|A pretty spot in front of the Red Lion Inn.|
I don't recall having been through that part of Massachusetts before - through the Berkshires, into Great Barrington and north up to Stockbridge which is famous for a Norman Rockwell painting of its Main Street, among other things. Quintessential New England at its best. The only thing missing was the white church with a tall steeple in the center of town, but then again it likely exists and I just didn't see enough of the side streets.
I met my friends at the historic Red Lion Inn which was splendidly decorated for the holidays. There was a fire going in the lobby where a large Christmas tree was laden with what seemed like hundreds of ornaments. Very quaint and cozy. I could have settled in for a hot toddy and called it a day, but I only had the afternoon to catch up.
|The festive porch, decorated with kissing balls and lit trees on the roof.|
|Even on a cold day, this is a lovely spot to take a quick rest.|
|The Christmas tree in the lobby.|
We had lunch at a lovely cafe where we lingered to talk and talk and talk. My friend, Louise, is amazing. She is inspiring, funny, loving, warm, hilarious, generous, energetic and largely responsible for some of the best times in my life. I went to Europe for the first time because she invited me to go. I worked and lived in Antarctica because she had been there before me and knew all the contacts to get a job. Even beyond that, she has always been a good friend, tried and true, no matter what. How lucky I am!

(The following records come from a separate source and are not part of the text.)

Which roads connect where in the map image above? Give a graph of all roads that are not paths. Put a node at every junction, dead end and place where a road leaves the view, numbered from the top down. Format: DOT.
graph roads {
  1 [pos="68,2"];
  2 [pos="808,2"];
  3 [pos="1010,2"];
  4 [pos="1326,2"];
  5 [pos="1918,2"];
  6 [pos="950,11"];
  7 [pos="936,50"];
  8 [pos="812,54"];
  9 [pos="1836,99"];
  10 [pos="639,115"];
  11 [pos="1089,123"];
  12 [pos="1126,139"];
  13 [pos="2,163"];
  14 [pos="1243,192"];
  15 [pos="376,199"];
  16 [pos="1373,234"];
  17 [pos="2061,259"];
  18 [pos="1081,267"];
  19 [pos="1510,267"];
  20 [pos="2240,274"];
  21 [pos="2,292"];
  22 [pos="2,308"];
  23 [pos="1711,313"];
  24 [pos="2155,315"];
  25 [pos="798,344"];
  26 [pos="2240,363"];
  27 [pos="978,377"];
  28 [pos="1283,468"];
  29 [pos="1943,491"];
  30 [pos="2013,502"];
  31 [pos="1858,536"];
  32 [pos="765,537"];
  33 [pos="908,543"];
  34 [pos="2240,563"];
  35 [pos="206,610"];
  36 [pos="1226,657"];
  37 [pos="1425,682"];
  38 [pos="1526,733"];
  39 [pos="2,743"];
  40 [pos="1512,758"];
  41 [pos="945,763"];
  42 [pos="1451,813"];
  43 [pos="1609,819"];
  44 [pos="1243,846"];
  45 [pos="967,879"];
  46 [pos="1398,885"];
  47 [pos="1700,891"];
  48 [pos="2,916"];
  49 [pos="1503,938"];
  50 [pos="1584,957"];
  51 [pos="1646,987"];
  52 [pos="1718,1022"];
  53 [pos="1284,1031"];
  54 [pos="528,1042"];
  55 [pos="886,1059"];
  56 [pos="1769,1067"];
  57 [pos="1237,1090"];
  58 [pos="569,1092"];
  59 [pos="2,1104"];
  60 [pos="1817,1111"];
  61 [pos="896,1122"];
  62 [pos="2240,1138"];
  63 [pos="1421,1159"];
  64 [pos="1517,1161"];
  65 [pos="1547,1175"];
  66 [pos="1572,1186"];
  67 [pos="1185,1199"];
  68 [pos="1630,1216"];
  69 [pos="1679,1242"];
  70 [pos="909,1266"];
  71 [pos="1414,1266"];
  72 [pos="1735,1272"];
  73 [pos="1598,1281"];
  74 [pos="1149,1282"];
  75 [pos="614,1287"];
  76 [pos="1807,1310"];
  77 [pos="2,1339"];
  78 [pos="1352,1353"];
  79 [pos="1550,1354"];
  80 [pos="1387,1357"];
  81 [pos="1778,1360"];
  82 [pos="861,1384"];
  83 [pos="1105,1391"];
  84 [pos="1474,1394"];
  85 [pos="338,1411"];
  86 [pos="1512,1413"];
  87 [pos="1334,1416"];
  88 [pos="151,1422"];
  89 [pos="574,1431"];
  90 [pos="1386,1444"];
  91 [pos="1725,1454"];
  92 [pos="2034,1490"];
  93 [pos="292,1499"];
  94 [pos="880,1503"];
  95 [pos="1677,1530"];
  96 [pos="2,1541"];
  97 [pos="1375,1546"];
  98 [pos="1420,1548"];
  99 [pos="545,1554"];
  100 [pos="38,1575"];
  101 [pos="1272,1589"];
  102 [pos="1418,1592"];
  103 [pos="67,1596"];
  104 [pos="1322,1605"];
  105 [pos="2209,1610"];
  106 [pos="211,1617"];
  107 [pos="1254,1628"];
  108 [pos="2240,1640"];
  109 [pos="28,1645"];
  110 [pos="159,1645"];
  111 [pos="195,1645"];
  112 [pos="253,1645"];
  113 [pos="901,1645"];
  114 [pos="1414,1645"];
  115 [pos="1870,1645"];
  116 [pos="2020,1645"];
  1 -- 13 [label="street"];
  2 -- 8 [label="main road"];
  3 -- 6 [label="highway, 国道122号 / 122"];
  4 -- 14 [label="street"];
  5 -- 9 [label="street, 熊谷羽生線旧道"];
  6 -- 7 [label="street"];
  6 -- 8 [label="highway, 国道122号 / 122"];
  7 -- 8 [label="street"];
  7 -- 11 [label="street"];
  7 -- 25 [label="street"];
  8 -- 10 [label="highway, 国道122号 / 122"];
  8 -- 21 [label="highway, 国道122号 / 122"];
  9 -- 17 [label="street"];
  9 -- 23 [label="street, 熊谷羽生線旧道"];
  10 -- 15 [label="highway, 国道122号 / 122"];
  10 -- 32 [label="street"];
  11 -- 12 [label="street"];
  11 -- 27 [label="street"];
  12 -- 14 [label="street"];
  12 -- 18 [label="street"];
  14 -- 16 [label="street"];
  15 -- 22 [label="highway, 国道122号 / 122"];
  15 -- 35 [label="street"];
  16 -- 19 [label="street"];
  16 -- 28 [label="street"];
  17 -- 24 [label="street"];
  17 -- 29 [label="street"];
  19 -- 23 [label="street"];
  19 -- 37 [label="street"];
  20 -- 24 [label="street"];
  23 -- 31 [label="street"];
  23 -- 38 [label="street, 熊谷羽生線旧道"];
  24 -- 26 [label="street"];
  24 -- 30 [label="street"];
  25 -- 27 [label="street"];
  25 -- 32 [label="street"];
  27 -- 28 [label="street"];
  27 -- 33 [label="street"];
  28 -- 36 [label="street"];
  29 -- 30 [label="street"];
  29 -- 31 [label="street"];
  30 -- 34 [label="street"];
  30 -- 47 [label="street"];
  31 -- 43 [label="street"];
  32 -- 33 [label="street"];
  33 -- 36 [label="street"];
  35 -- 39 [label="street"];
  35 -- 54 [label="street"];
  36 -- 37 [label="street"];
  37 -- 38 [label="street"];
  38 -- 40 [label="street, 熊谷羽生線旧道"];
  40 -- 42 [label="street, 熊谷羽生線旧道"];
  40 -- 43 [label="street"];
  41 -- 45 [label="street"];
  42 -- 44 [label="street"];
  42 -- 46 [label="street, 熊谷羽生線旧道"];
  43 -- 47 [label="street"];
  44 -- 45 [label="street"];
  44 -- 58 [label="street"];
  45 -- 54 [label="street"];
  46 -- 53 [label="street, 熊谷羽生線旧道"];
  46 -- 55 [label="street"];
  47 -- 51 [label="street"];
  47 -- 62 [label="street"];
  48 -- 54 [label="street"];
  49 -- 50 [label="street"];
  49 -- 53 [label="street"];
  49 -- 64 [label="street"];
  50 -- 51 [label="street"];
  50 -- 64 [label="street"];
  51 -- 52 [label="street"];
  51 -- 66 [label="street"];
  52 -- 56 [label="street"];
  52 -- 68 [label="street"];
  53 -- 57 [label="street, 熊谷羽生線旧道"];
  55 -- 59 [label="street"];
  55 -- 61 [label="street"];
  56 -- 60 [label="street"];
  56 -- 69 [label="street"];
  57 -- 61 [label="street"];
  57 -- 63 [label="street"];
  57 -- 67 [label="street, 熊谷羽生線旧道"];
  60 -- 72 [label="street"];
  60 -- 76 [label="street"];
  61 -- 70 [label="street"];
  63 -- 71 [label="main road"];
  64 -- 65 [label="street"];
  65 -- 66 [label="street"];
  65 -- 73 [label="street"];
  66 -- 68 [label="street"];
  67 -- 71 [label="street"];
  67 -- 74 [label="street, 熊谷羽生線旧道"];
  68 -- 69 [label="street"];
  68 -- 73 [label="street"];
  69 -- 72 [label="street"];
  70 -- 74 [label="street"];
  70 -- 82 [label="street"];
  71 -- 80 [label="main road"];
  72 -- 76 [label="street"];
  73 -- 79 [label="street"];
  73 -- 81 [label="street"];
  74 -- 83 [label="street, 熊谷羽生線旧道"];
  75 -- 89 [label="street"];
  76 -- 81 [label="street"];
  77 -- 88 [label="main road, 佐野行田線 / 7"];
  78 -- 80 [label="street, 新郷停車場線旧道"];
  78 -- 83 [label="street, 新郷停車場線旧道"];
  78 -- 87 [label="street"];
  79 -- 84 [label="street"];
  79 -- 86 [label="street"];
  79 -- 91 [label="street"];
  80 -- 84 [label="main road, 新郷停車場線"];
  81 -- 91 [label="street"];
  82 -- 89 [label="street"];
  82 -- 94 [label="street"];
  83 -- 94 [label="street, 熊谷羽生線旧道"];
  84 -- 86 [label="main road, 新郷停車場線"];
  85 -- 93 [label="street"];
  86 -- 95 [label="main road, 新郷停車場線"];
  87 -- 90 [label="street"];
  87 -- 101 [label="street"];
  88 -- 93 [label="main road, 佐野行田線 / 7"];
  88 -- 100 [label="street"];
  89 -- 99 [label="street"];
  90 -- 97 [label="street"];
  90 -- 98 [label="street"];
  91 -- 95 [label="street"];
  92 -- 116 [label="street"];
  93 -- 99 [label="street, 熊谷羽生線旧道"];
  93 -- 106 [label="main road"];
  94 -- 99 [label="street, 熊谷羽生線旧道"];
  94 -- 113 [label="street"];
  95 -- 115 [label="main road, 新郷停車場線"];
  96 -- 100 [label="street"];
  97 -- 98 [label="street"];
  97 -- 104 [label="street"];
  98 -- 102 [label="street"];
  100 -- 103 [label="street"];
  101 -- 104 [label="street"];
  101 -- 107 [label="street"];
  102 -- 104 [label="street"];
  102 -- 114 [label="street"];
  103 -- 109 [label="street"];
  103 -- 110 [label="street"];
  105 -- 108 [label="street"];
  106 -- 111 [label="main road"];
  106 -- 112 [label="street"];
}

|Louise in a phone box in Vienna.|
After our meal, we shopped a bit and then wandered into Williams & Sons Country Store. It's a general store that is full of nostalgia (old tins and signs, original shelves and fixtures) and has a bit of everything - from soup to nuts, as they say. What a fun place to meander. I was happy to see that Swedish fish are still a penny each, just like they were when I was in elementary school and shopped at Kaz's, the mom & pop store I passed on the way to and from school every day.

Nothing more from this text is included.